Chrisóstomo frisou que os decretos não fizeram “correção regulatória”, mas sim majoração tributária nas quatro bases de incidência do imposto: seguros, câmbio, operações de crédito e operações com títulos e valores mobiliários. O deputado ainda sublinhou que o aumento do IOF onera o preço dos combustíveis e, imediatamente, o índice inflacionário.
“O aumento do custo do crédito que a ânsia arrecadatória promove repercutirá sobre toda a economia, que já anda a passos lentos sob a pressão esmagadora da taxa de juros praticada no País. Os efeitos inflacionários e de aumento de custo emanadas dessas decisões recaem justamente sobre os mais pobres, os quais este governo afirma defender”, escreveu no relatório.
O projeto que pretende sustar os decretos editados pelo governo federal entrou na pauta da sessão do plenário desta quarta-feira (25/6), por determinação do presidente da Casa, Hugo Motta (Republicanos-PB). A decisão surpreendeu tanto o governo Lula quanto a oposição.
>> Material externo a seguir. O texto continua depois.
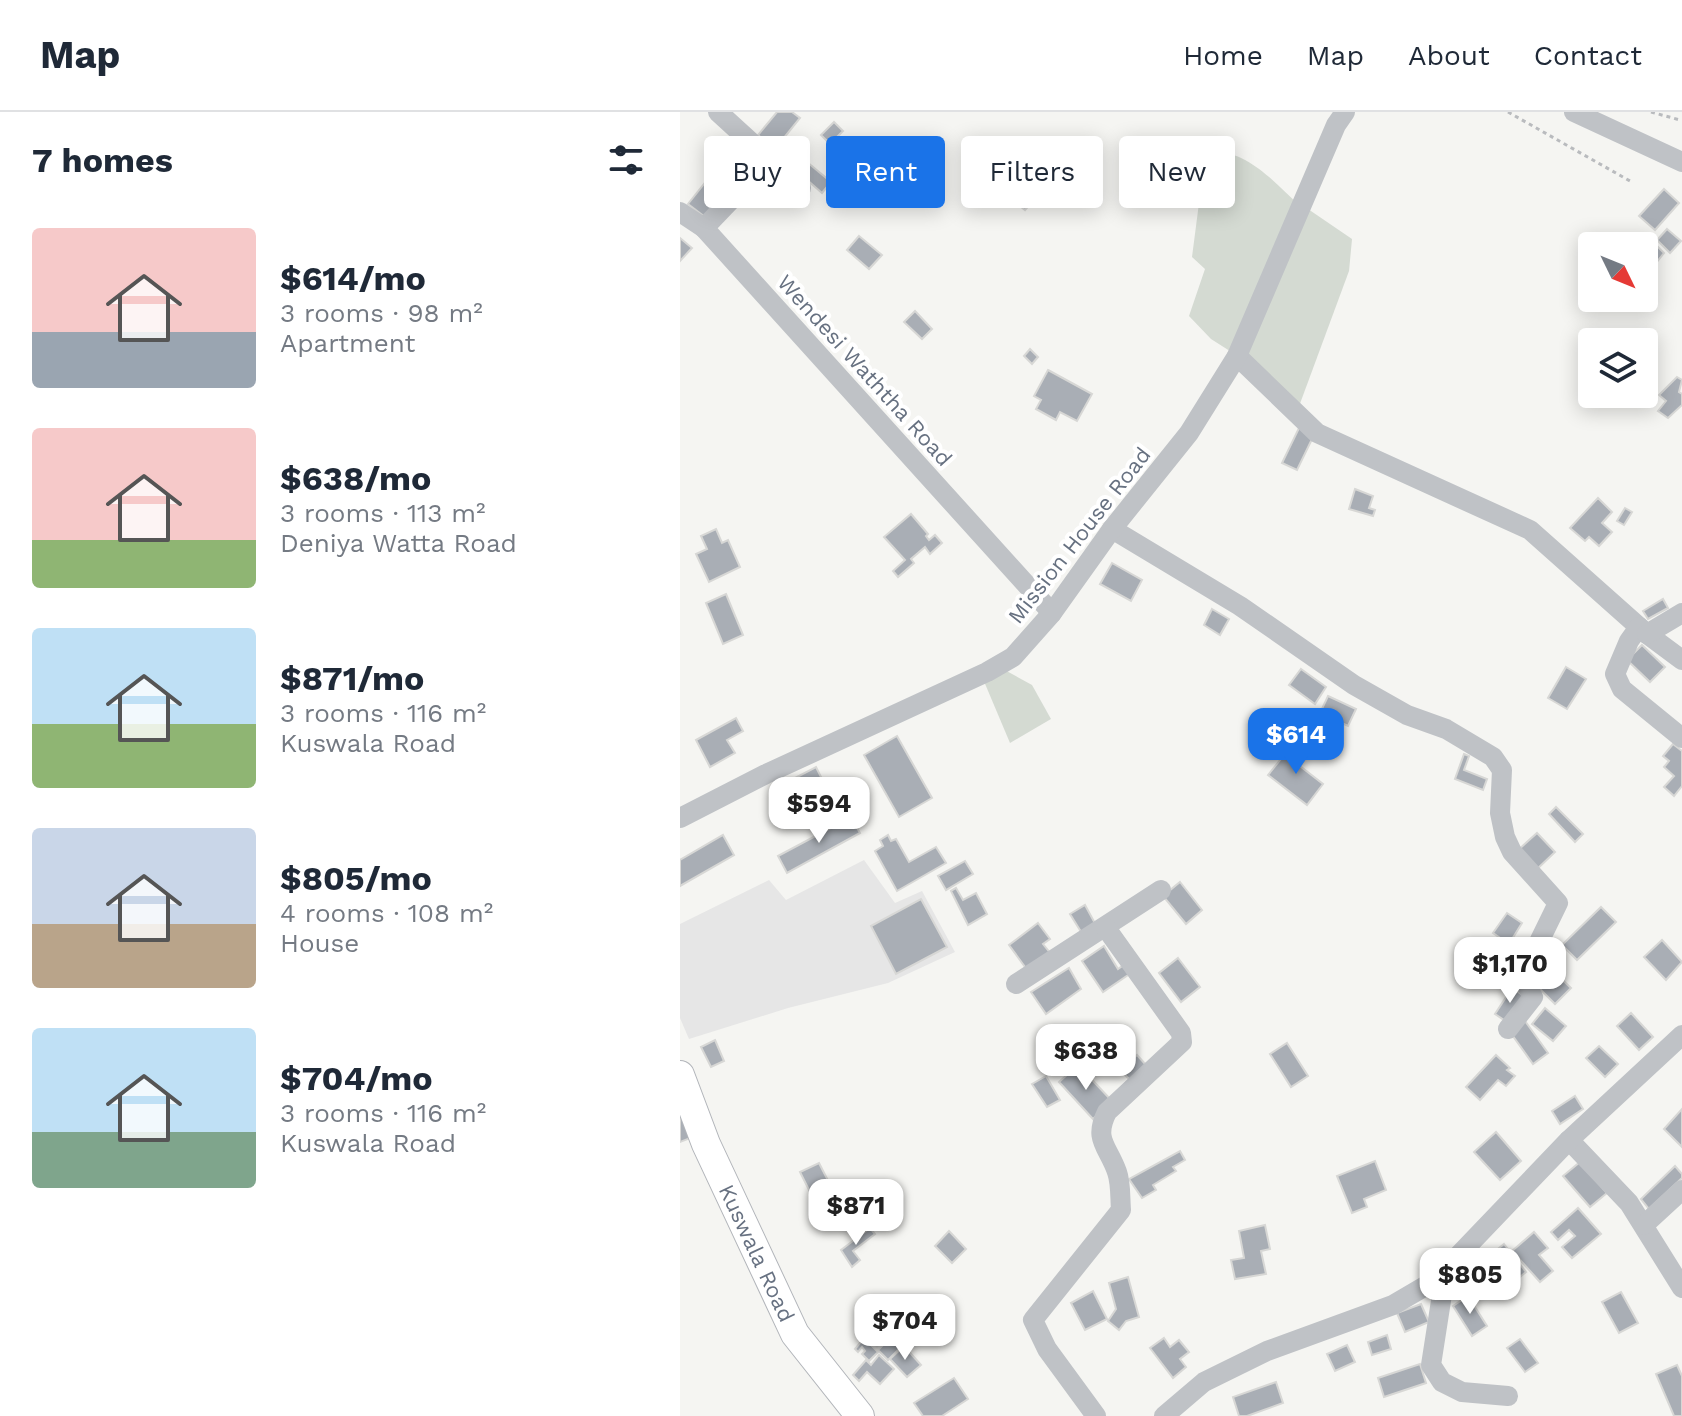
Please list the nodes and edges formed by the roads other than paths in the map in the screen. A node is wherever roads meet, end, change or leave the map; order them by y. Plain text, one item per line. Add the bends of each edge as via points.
1 (718, 112) edge
2 (1345, 112) edge
3 (1574, 112) edge
4 (742, 136) edge
5 (1682, 162) edge
6 (723, 208) edge
7 (680, 212) edge
8 (704, 228) junction
9 (1237, 356) junction
10 (1112, 529) junction
11 (1052, 613) junction
12 (1682, 613) edge
13 (1643, 630) junction
14 (1682, 660) edge
15 (1682, 738) edge
16 (680, 818) edge
17 (1161, 890) dead end
18 (1106, 928) junction
19 (1016, 984) dead end
20 (1508, 1029) dead end
21 (1682, 1035) edge
22 (680, 1075) edge
23 (1569, 1140) junction
24 (1682, 1190) edge
25 (1644, 1225) junction
26 (1434, 1281) junction
27 (1682, 1288) edge
28 (1508, 1396) dead end
29 (1187, 1406) edge
30 (860, 1416) edge
31 (1096, 1416) edge
32 (1164, 1416) edge

1 - 4 street
2 - 9 street, Mission House Road
3 - 5 street
6 - 8 street
7 - 8 street, Wendesi Waththa Road
8 - 11 street, Wendesi Waththa Road
9 - 10 street, Mission House Road via 1189,433
9 - 13 street via 1317,433 1530,530
10 - 11 street, Mission House Road
10 - 20 street via 1240,606 1354,685 1493,757 1502,770 1505,837 1558,903 1522,977 1533,997
11 - 16 street, Mission House Road via 1013,657 987,672
12 - 13 street
13 - 14 street
13 - 15 street via 1629,641 1615,674 1622,689
17 - 18 street
18 - 19 street
18 - 31 street via 1181,1033 1182,1042 1107,1112 1100,1127 1102,1141 1118,1174 1121,1210 1033,1320 1047,1349
21 - 23 street
22 - 30 street, Kuswala Road via 706,1144 795,1334
23 - 25 street
23 - 26 street
24 - 25 street
25 - 27 street
26 - 28 street via 1443,1288 1431,1365 1442,1382 1462,1392
26 - 29 street via 1393,1305 1267,1351 1204,1382
29 - 32 street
A matéria, que conta com a relatoria do deputado federal Coronel Chrisóstomo (PL-RO), objetiva derrubar os decretos recentemente editados pelo governo federal que tratam das alíquotas do IOF. O Executivo já havia recuado de parte das medidas e revisado as alíquotas, mas o Congresso seguiu insatisfeito e passou a defender a derrubada total das mudanças.